Problem to work on:
Return all the entries exactly. No pictures.

Stored data:
◇ ◇ ◇ ◇ ◇ ◇ ◇

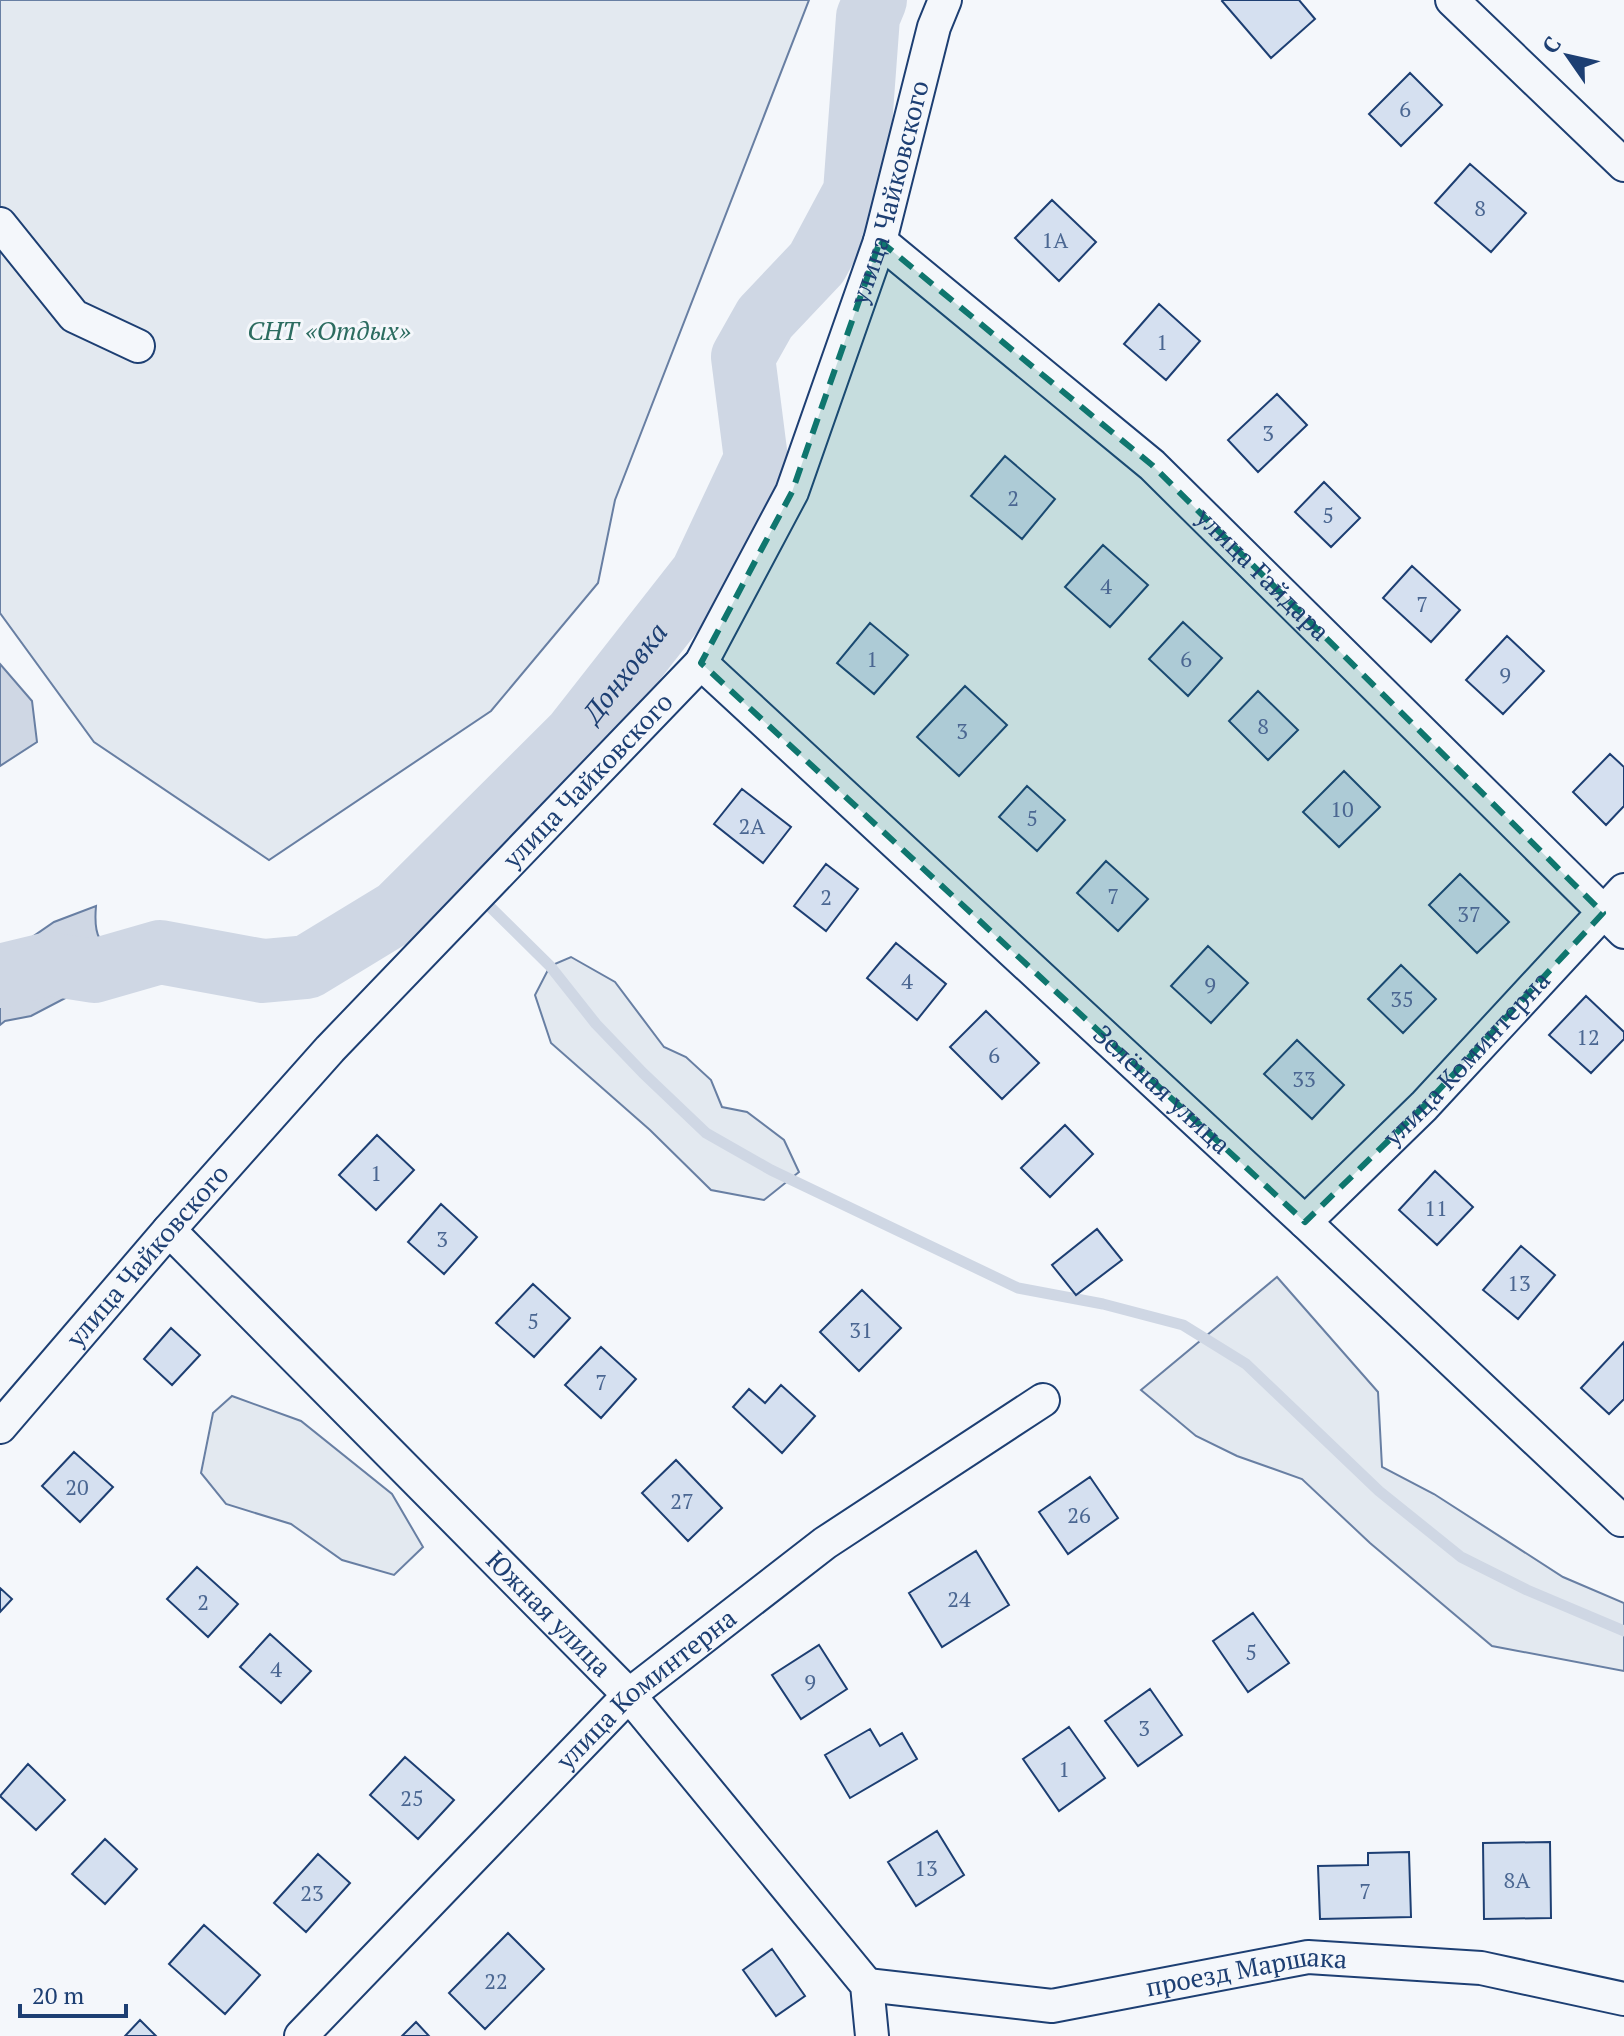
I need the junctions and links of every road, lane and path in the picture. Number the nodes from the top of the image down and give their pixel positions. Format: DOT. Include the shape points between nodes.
graph roads {
  1 [pos="945,0"];
  2 [pos="1452,0"];
  3 [pos="1624,165"];
  4 [pos="0,224"];
  5 [pos="880,241"];
  6 [pos="138,346"];
  7 [pos="701,663"];
  8 [pos="1617,912"];
  9 [pos="1305,1222"];
  10 [pos="169,1230"];
  11 [pos="1043,1400"];
  12 [pos="0,1427"];
  13 [pos="1621,1520"];
  14 [pos="629,1695"];
  15 [pos="867,1985"];
  16 [pos="1624,1999"];
  17 [pos="301,2036"];
  18 [pos="872,2036"];
  1 -- 5 [label="street, улица Чайковского"];
  2 -- 3 [label="street"];
  4 -- 6 [label="street" via="74,316"];
  5 -- 7 [label="street, улица Чайковского" via="792,492"];
  5 -- 8 [label="street, улица Гайдара" via="1152,465"];
  7 -- 9 [label="street, Зелёная улица"];
  7 -- 10 [label="street, улица Чайковского" via="330,1049"];
  8 -- 9 [label="street, улица Коминтерна"];
  9 -- 13 [label="street, Зелёная улица"];
  10 -- 12 [label="street, улица Чайковского"];
  10 -- 14 [label="street, Южная улица"];
  11 -- 14 [label="street, улица Коминтерна" via="825,1543"];
  14 -- 15 [label="street, Южная улица"];
  14 -- 17 [label="street, улица Коминтерна"];
  15 -- 16 [label="street, проезд Маршака" via="1052,2006 1308,1957 1481,1968"];
  15 -- 18 [label="street"];
}
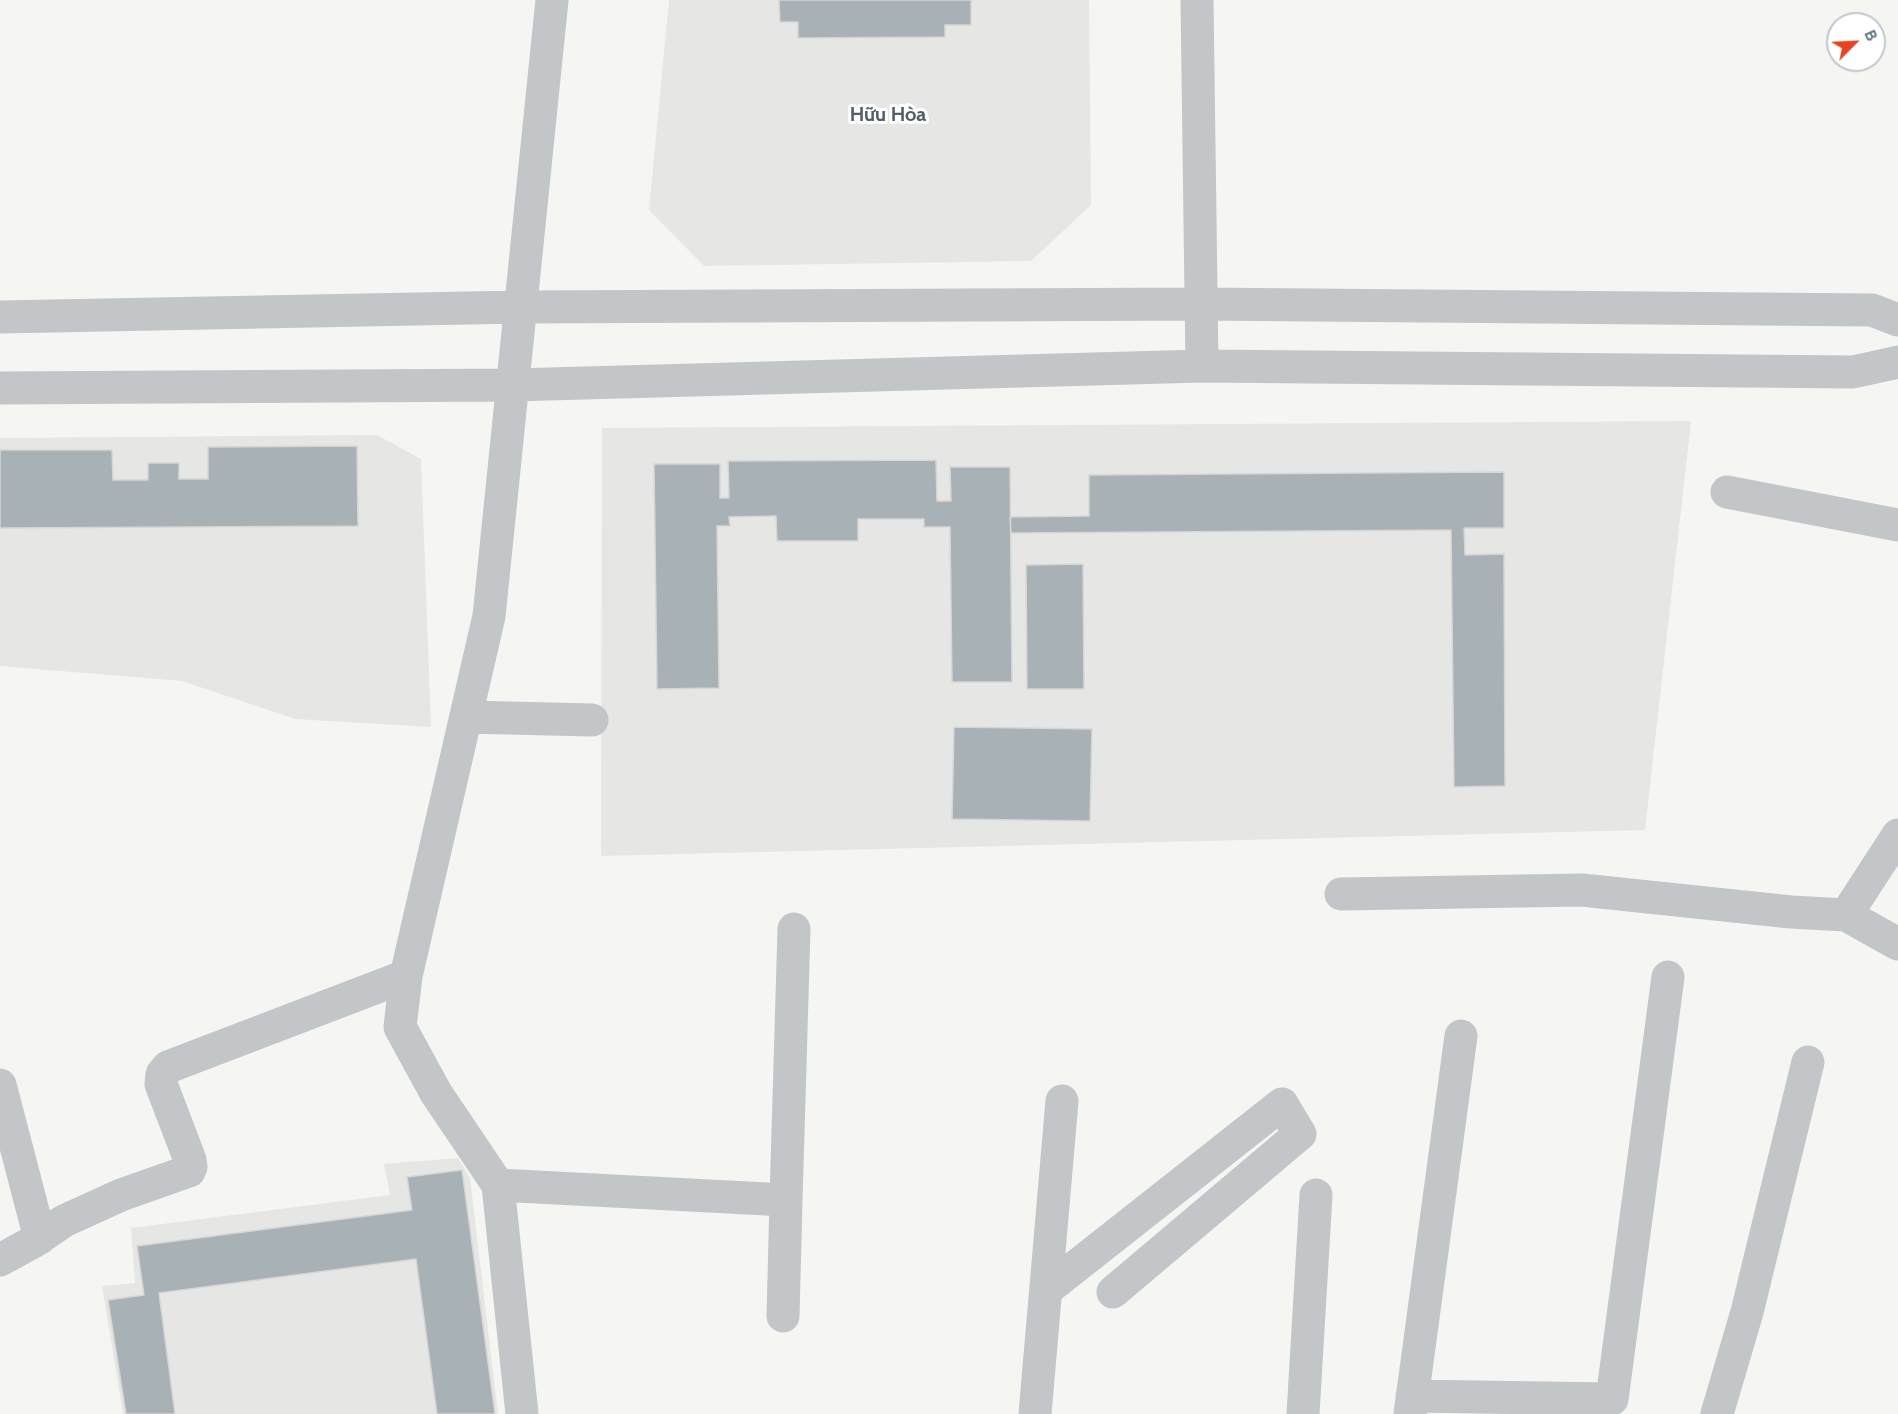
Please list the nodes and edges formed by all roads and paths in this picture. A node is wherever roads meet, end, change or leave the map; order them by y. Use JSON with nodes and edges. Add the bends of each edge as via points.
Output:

◇ ◇ ◇ ◇ ◇ ◇ ◇

Solution:
I need the junctions and links of every road, lane and path in the picture. Number the nodes from the top of the image down and give their pixel positions. Format: DOT. Include the shape points between nodes.
graph roads {
  1 [pos="945,0"];
  2 [pos="1452,0"];
  3 [pos="1624,165"];
  4 [pos="0,224"];
  5 [pos="880,241"];
  6 [pos="138,346"];
  7 [pos="701,663"];
  8 [pos="1617,912"];
  9 [pos="1305,1222"];
  10 [pos="169,1230"];
  11 [pos="1043,1400"];
  12 [pos="0,1427"];
  13 [pos="1621,1520"];
  14 [pos="629,1695"];
  15 [pos="867,1985"];
  16 [pos="1624,1999"];
  17 [pos="301,2036"];
  18 [pos="872,2036"];
  1 -- 5 [label="street, улица Чайковского"];
  2 -- 3 [label="street"];
  4 -- 6 [label="street" via="74,316"];
  5 -- 7 [label="street, улица Чайковского" via="792,492"];
  5 -- 8 [label="street, улица Гайдара" via="1152,465"];
  7 -- 9 [label="street, Зелёная улица"];
  7 -- 10 [label="street, улица Чайковского" via="330,1049"];
  8 -- 9 [label="street, улица Коминтерна"];
  9 -- 13 [label="street, Зелёная улица"];
  10 -- 12 [label="street, улица Чайковского"];
  10 -- 14 [label="street, Южная улица"];
  11 -- 14 [label="street, улица Коминтерна" via="825,1543"];
  14 -- 15 [label="street, Южная улица"];
  14 -- 17 [label="street, улица Коминтерна"];
  15 -- 16 [label="street, проезд Маршака" via="1052,2006 1308,1957 1481,1968"];
  15 -- 18 [label="street"];
}
Please list the nodes and edges formed by all roads and paths in this picture. A node is wherever roads meet, end, change or leave the map; order them by y. Use JSON with nodes and edges. Add the bends of each edge as via points.
Output:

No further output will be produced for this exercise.